Arama

Prof. Dr. Teoman Duralı
Mart 24, 2018
Maddecilik - Mekanisism -III-

ÇAĞDAŞ KÜRESELLEŞTİRİLEN İNGİLİZ-YAHUDÎ MEDENİYETİNİN TEMEL DÜNYA TASAVVURU

-III-

Ortaçağ Hıristiyan-Katolik âlemde Ruhbân, iktidarı arzulamakla, ona oynamakla birlikte, bunu temîn etme aşamasında hep, Ruhbân-olmayanların rekâbetiyle karşılaştığından bahsettik. Mücâdele, Fransa'dan başlayarak, özellikle On ikinci yüzyıldan itibâren şiddetlenmiş, 1600'lerin ortalarında yeğinliğin tepe noktasına varmıştır. Meşrûuluklarının kaynağını Tanrıda bulduklarına, dolayısıyla da mukaddes, yânî Tanrıdan el almış olduklarına inanılan Ruhbân, din kadar dünya meselelerinden dahî kendilerini sorumlu saymışlardır.

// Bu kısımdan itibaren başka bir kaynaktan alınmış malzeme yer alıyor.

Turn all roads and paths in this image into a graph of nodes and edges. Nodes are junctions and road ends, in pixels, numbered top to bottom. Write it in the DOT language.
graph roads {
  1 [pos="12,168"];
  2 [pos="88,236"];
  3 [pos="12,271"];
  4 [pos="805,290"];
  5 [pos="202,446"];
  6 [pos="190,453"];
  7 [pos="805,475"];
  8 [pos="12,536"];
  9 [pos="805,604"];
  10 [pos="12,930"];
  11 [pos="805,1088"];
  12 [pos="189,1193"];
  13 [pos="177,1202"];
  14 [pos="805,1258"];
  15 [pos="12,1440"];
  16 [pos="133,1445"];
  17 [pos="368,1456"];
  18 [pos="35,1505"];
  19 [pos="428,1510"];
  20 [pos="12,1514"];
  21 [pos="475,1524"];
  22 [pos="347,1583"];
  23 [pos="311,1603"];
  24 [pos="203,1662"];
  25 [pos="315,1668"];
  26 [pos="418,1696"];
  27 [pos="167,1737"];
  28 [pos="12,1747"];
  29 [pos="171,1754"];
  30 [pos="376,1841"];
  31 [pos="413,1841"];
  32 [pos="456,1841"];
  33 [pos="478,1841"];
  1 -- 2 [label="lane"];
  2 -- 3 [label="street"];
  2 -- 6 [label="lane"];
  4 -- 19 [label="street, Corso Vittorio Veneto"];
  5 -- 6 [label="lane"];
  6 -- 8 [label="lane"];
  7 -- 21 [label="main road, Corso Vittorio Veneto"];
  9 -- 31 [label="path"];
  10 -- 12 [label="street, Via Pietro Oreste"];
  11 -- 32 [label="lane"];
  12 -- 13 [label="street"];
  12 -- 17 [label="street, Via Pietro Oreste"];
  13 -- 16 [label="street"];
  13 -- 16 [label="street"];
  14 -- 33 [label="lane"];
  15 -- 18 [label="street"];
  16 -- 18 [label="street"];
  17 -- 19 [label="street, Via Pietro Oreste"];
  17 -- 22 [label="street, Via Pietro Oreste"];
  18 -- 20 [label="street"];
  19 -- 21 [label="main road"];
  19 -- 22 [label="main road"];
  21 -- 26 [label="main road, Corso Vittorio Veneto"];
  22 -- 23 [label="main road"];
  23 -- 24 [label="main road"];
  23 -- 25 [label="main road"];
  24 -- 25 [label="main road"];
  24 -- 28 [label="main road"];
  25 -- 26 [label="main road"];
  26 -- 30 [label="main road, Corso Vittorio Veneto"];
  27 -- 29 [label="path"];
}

Tekmil dünyevî meselelere çârelerin, din kurumunda, başka bir deyişle, Papa ile papalıkta bulunabileceği iddiası, Katolikliği git gide dünya işleriyle ilişkilendirmek sûretiyle ideolojileştirmiştir. Friedrich Nietzsche, "Tanrı, öldü" derken, kasdettiği, ideolojileştirilmiş Hırıstıyanlığın baş ilkesidir. Haddizâtında, Ruhbân - Ruhbân-olmayan ikiliğini özünde taşımayan Müslümanlık dışında, Yahudîlik, Hinduluk, Büyük ile Küçük çark Burkancılığı (Fr Bouddhisme), Mecusîlik, Taoculuk, Şintoluk gibi, hemen hemen bütün inanç düzenleri, Hıristıyanlığın kaderini az çok paylaşmışlardır.

Ortaçağ Avrupası'nda dinin, ideolojileştirilmesine karşılık, Yeniçağ'da da, İhtilâlikebîr verisi Laikcilik-Positivcilik, Markscı Ortakmülkcülük, Faşistlik ile Millî toplumculuk —ve ona bağlı olarak Askercilik (Fr Militarisme)— gibi, insan ürünü ideolojiler, dinleştirilmişlerdir. İdeolojiler de nihâyet, Karl Marx'tan apardığımız bir deyimle, "kitleleri afyonlamışlardır." Yirminci yüzyılın, meselâ, Nazi Almanyası, Sovyet Rusyası, Mao Çini, laik devlet değildiler. Buna karşılık, İslâmın Klasik çağında boy vermiş devletler, seküler —dindışı— olmamakla birlikte, laik —yânî ruhânî değil— idiler.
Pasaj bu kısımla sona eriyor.